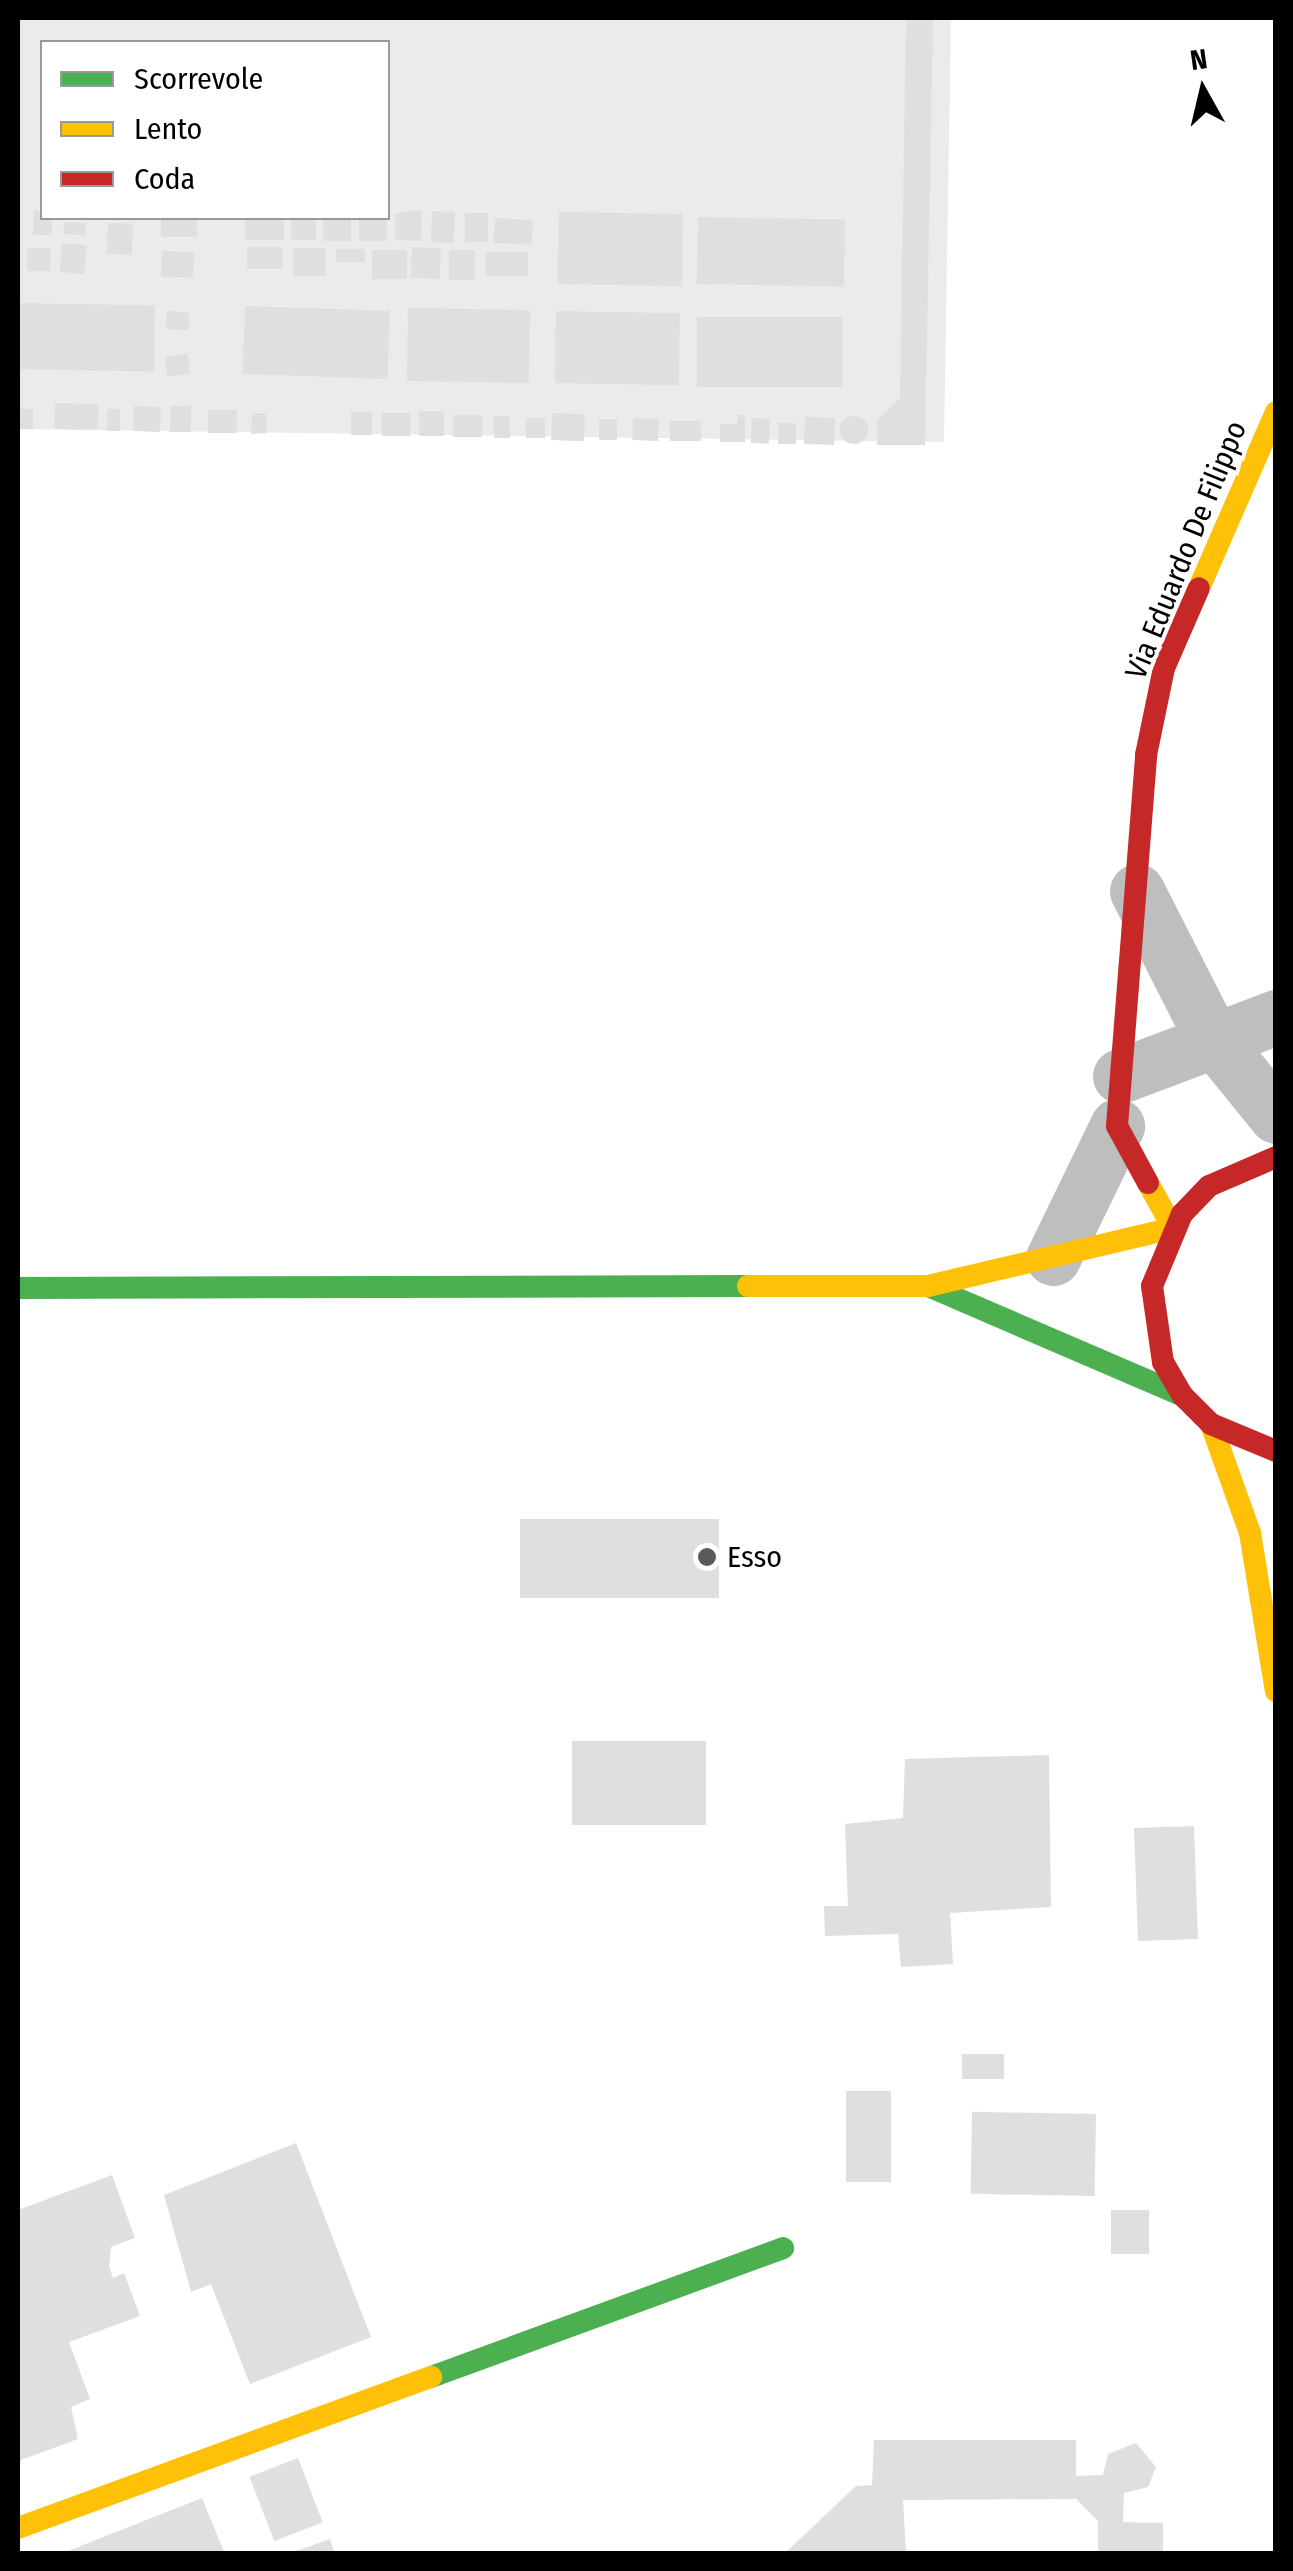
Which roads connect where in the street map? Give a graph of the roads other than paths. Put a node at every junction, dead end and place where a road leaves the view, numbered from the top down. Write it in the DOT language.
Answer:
graph roads {
  1 [pos="1276,412"];
  2 [pos="1136,891"];
  3 [pos="1276,1018"];
  4 [pos="1211,1036"];
  5 [pos="1118,1101"];
  6 [pos="1276,1116"];
  7 [pos="1276,1158"];
  8 [pos="1172,1228"];
  9 [pos="1053,1258"];
  10 [pos="928,1286"];
  11 [pos="18,1288"];
  12 [pos="1183,1396"];
  13 [pos="1212,1424"];
  14 [pos="1276,1451"];
  15 [pos="1276,1691"];
  16 [pos="783,2248"];
  17 [pos="18,2528"];
  1 -- 2 [label="main road, Via Eduardo De Filippo"];
  2 -- 4 [label="street"];
  2 -- 5 [label="main road, Via Eduardo De Filippo"];
  3 -- 4 [label="street"];
  4 -- 5 [label="street"];
  4 -- 6 [label="street"];
  5 -- 8 [label="main road"];
  5 -- 9 [label="street"];
  7 -- 8 [label="main road"];
  8 -- 9 [label="main road"];
  8 -- 12 [label="main road"];
  9 -- 10 [label="main road"];
  10 -- 11 [label="main road"];
  10 -- 12 [label="main road"];
  12 -- 13 [label="main road"];
  13 -- 14 [label="main road"];
  13 -- 15 [label="main road"];
  16 -- 17 [label="main road"];
}
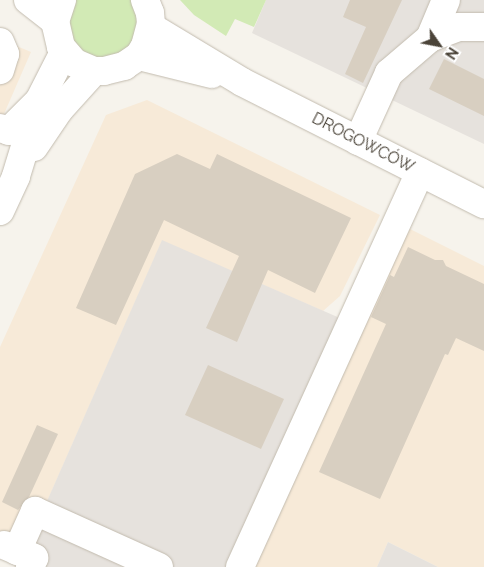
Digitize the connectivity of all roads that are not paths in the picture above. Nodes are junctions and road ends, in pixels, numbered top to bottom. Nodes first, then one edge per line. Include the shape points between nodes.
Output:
1 (28, 0) edge
2 (144, 0) edge
3 (446, 0) edge
4 (58, 10) edge
5 (483, 26) edge
6 (151, 28) junction
7 (430, 38) junction
8 (0, 42) edge
9 (64, 52) junction
10 (139, 56) junction
11 (0, 70) edge
12 (94, 71) junction
13 (242, 82) junction
14 (39, 100) junction
15 (0, 128) edge
16 (358, 141) junction
17 (420, 172) junction
18 (16, 176) junction
19 (484, 204) edge
20 (0, 211) edge
21 (27, 557) edge
22 (159, 567) edge
23 (240, 567) edge

1 - 4 street
2 - 6 street via 150,13
3 - 7 street
4 - 9 street via 57,37
5 - 7 street via 458,27
6 - 10 street
6 - 13 street, DROGOWCÓW
7 - 16 street via 389,73
8 - 11 street via 5,54
9 - 12 street via 76,63
9 - 14 street
10 - 12 street via 119,68
10 - 13 street, DROGOWCÓW
12 - 18 street via 59,110
13 - 16 street, DROGOWCÓW
14 - 15 street via 9,131
14 - 18 street
16 - 17 street, DROGOWCÓW
17 - 19 street, DROGOWCÓW
17 - 23 street
18 - 20 street
21 - 22 street via 35,511

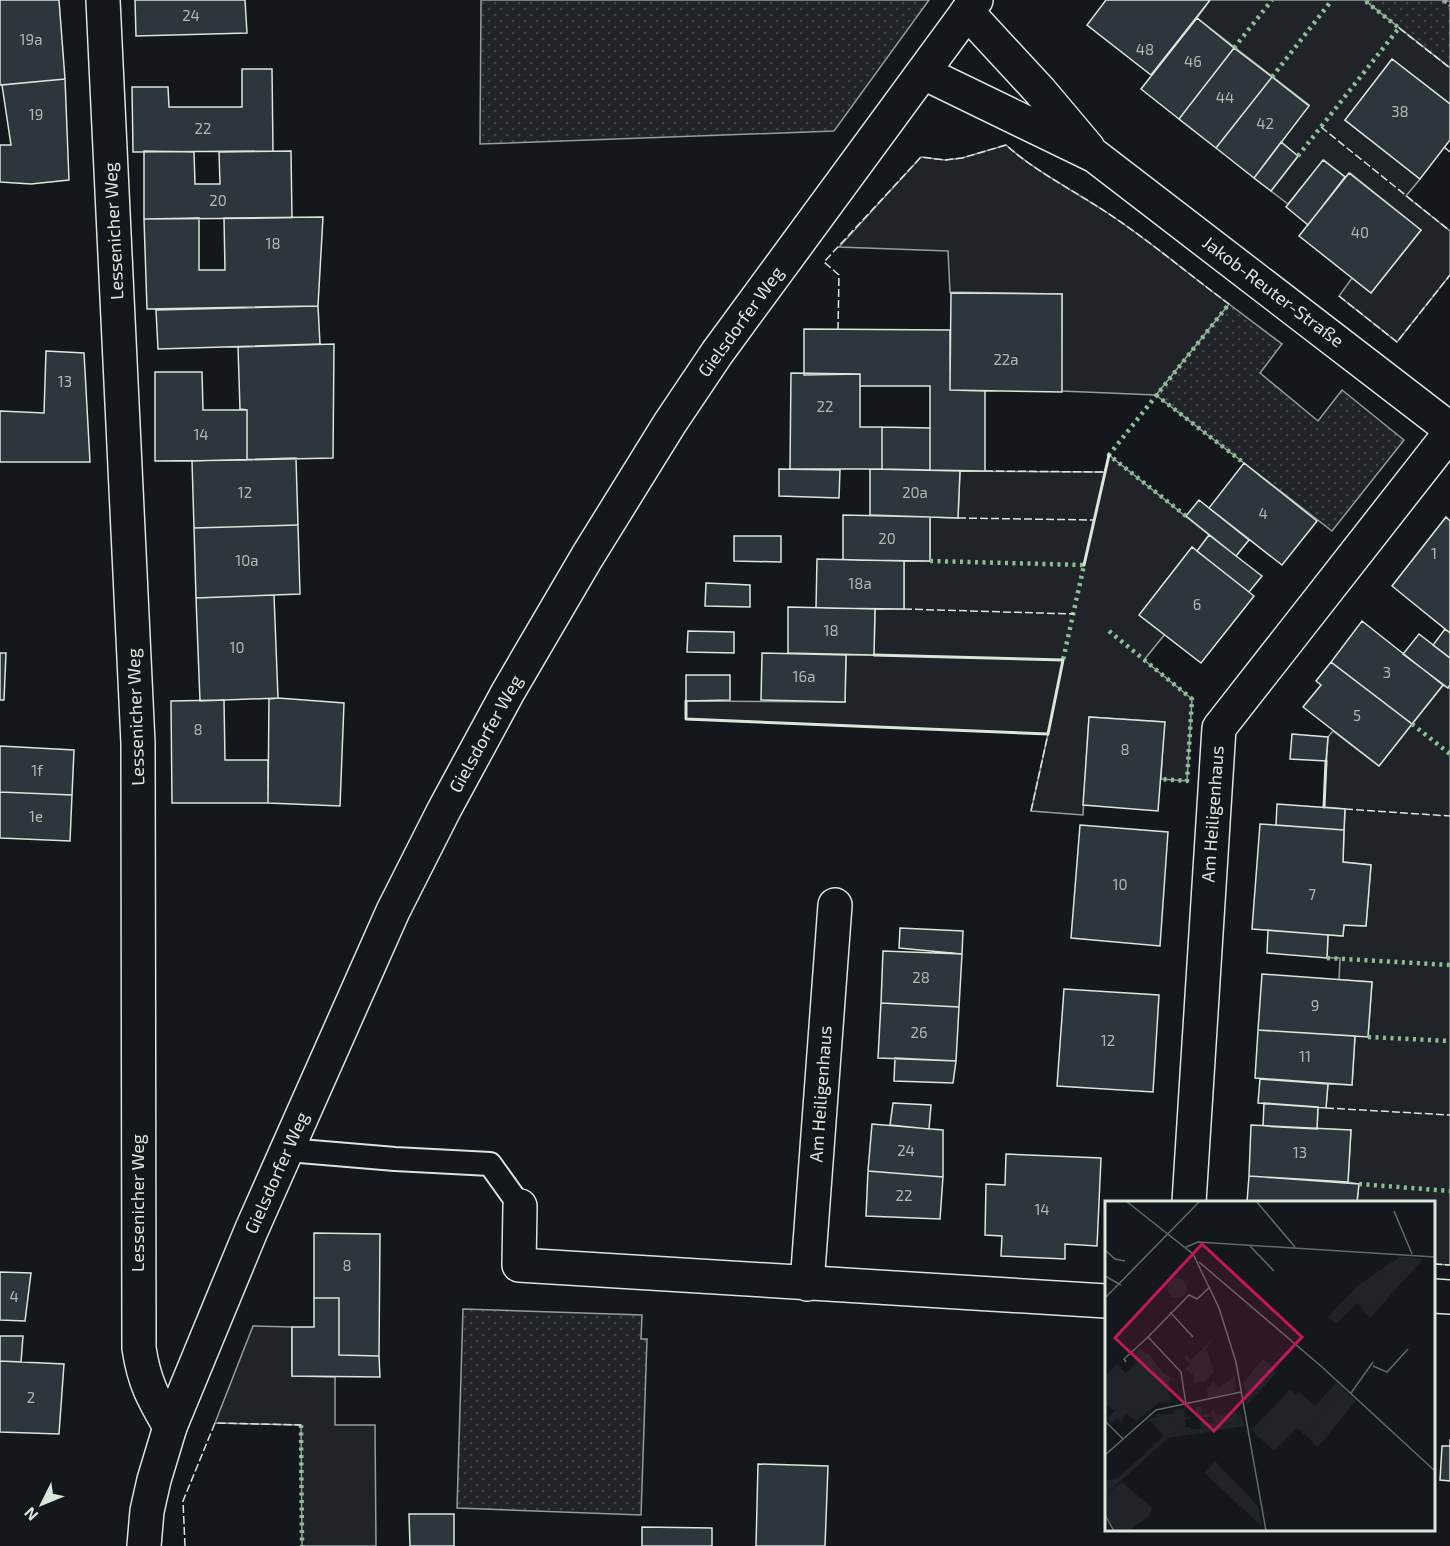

> **What to produce**
Going through the entries, return every line holding the word "paths".

> **Reply to the exercise**
Which roads connect where in the street map? Give a graph of the roads other than paths. Put a node at every junction, dead end and place where a road leaves the view, numbered from the top down. Write it in the DOT language.
Digitize the connectivity of all roads that are not paths in the picture above. Nodes are junctions and road ends, in pixels, numbered top to bottom. Nodes first, then one edge per line. Include the shape points between nodes.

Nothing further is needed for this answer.